START DATA UNDER STUDY

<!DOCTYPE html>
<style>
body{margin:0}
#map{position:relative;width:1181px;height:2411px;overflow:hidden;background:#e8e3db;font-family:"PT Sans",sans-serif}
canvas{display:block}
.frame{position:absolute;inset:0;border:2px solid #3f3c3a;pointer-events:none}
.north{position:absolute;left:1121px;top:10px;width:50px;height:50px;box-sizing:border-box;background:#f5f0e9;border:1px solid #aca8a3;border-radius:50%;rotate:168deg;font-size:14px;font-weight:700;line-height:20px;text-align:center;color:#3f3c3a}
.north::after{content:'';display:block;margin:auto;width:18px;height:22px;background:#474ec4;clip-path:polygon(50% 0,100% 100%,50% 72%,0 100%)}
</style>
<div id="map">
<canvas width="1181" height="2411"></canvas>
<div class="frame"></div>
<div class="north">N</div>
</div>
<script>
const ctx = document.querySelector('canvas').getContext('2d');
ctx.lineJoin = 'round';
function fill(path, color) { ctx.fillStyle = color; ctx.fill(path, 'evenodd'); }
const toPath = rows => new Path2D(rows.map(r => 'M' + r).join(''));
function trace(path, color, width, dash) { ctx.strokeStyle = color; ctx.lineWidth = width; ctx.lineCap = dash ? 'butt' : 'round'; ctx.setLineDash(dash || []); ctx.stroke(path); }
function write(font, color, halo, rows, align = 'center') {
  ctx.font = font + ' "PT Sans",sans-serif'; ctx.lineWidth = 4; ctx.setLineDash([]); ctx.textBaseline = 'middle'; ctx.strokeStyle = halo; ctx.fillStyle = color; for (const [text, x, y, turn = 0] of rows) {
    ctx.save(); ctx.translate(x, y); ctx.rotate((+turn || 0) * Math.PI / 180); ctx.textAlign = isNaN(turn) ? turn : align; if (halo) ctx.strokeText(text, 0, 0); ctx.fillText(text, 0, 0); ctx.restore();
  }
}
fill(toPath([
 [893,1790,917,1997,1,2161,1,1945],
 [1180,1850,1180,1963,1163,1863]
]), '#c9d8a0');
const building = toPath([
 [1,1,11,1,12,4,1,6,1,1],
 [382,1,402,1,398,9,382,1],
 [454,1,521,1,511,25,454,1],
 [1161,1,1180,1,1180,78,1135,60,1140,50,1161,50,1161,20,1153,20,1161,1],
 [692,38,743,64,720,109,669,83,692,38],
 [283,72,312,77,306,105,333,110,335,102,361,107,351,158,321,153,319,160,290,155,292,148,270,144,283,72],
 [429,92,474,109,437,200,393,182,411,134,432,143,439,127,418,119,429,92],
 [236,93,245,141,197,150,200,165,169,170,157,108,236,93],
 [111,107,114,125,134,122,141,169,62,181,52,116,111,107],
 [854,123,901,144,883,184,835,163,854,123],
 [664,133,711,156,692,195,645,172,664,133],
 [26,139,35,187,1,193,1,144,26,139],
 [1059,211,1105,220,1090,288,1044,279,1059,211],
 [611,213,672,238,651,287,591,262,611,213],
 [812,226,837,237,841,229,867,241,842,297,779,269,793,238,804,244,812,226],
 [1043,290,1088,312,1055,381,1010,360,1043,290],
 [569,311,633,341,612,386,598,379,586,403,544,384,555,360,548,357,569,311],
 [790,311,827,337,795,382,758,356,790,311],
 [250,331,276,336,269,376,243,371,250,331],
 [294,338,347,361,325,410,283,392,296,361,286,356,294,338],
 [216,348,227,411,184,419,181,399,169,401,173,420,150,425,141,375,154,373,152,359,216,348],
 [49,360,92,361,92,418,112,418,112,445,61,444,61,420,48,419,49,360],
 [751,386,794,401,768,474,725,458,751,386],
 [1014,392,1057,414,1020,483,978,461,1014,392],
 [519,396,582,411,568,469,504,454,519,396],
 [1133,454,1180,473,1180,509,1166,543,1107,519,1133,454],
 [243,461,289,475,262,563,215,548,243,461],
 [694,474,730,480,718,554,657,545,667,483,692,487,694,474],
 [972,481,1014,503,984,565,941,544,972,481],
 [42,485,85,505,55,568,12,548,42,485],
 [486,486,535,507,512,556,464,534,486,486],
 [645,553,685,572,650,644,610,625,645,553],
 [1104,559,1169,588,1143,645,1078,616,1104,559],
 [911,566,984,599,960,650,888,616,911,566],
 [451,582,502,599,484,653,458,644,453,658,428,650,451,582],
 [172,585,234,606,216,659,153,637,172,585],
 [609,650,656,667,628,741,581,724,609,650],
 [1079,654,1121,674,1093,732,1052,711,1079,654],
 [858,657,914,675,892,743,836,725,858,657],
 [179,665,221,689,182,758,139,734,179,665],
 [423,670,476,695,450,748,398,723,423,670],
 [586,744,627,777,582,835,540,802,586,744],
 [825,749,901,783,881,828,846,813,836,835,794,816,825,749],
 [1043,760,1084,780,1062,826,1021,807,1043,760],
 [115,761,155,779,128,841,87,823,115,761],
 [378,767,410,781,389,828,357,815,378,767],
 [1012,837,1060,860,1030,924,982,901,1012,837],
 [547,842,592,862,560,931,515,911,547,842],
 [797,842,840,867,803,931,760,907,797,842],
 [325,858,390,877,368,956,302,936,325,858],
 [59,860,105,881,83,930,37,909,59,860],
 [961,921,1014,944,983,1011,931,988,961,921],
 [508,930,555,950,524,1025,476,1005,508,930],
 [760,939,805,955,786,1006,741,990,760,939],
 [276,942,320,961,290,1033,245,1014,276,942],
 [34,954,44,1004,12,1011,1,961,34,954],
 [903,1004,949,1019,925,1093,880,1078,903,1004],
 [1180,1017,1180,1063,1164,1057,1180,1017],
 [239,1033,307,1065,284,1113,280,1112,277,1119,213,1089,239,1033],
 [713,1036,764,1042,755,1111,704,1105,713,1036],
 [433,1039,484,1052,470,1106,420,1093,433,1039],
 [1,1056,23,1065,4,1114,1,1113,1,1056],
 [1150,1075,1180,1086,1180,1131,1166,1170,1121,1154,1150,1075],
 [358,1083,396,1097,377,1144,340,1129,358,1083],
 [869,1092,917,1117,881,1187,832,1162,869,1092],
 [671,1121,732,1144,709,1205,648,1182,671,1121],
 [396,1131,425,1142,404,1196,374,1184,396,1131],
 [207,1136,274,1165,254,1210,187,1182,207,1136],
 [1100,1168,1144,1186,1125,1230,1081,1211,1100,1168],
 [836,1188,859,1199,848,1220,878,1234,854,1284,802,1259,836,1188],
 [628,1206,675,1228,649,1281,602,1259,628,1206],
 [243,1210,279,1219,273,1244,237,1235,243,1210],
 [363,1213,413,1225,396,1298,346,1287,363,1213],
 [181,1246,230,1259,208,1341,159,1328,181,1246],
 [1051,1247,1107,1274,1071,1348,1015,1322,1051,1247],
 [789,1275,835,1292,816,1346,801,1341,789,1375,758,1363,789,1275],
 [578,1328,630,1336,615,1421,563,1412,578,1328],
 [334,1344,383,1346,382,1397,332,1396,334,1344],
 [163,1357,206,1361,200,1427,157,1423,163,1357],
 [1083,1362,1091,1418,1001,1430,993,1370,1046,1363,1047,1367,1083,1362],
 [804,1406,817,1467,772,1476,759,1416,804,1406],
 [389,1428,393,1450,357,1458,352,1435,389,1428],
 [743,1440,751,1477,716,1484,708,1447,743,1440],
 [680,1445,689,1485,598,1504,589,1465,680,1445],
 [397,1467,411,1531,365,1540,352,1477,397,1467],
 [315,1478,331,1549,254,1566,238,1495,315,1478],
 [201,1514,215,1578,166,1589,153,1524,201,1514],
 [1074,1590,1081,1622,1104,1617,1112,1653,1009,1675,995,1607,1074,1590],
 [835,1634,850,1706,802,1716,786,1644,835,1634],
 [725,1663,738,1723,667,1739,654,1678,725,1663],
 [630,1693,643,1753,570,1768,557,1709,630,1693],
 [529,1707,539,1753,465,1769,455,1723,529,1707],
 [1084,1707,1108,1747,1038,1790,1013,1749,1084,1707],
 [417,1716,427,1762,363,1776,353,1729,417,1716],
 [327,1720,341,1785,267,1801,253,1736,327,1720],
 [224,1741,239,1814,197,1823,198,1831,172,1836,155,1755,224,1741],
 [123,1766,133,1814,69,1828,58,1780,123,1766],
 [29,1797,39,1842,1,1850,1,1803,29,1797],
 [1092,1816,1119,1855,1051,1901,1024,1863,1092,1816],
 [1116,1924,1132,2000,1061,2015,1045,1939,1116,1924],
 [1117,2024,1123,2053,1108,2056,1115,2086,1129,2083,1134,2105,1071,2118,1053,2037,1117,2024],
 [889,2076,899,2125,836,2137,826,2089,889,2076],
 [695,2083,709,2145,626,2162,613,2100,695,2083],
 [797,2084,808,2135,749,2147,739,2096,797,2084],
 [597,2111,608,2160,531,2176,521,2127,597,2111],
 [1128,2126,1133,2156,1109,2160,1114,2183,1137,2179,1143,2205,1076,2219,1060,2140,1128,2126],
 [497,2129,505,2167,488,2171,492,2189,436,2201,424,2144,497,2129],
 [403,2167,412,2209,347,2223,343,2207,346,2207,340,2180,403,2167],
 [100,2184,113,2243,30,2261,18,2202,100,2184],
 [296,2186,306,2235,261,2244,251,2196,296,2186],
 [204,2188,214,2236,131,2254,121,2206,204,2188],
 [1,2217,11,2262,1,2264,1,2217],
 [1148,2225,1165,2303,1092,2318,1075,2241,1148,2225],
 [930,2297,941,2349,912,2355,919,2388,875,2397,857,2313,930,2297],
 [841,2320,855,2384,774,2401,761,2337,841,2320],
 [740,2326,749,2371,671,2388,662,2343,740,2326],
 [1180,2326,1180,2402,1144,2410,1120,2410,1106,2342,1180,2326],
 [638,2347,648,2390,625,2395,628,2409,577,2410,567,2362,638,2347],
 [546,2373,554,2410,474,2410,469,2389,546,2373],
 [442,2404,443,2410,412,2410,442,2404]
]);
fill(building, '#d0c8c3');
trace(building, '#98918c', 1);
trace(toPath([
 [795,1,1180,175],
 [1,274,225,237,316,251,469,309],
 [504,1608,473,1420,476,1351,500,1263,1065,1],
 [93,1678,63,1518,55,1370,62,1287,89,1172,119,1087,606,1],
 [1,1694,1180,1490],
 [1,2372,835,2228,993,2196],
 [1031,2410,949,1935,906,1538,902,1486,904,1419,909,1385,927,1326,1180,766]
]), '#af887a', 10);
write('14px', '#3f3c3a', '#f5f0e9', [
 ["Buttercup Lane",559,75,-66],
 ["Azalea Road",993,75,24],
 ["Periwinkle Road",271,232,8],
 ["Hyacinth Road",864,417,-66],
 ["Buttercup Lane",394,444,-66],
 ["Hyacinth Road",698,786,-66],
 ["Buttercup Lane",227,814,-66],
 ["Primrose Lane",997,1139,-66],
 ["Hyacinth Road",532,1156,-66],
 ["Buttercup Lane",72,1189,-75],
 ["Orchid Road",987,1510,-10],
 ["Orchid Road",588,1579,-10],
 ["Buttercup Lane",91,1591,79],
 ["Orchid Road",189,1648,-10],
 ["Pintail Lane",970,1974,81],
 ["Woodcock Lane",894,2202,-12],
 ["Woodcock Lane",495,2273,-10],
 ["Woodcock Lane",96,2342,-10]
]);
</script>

END DATA UNDER STUDY

_ACTIVITY_
Every line of the material above that includes the string "fillStyle" is required.

_REPLY TO THE EXERCISE_
function fill(path, color) { ctx.fillStyle = color; ctx.fill(path, 'evenodd'); }
  ctx.font = font + ' "PT Sans",sans-serif'; ctx.lineWidth = 4; ctx.setLineDash([]); ctx.textBaseline = 'middle'; ctx.strokeStyle = halo; ctx.fillStyle = color; for (const [text, x, y, turn = 0] of rows) {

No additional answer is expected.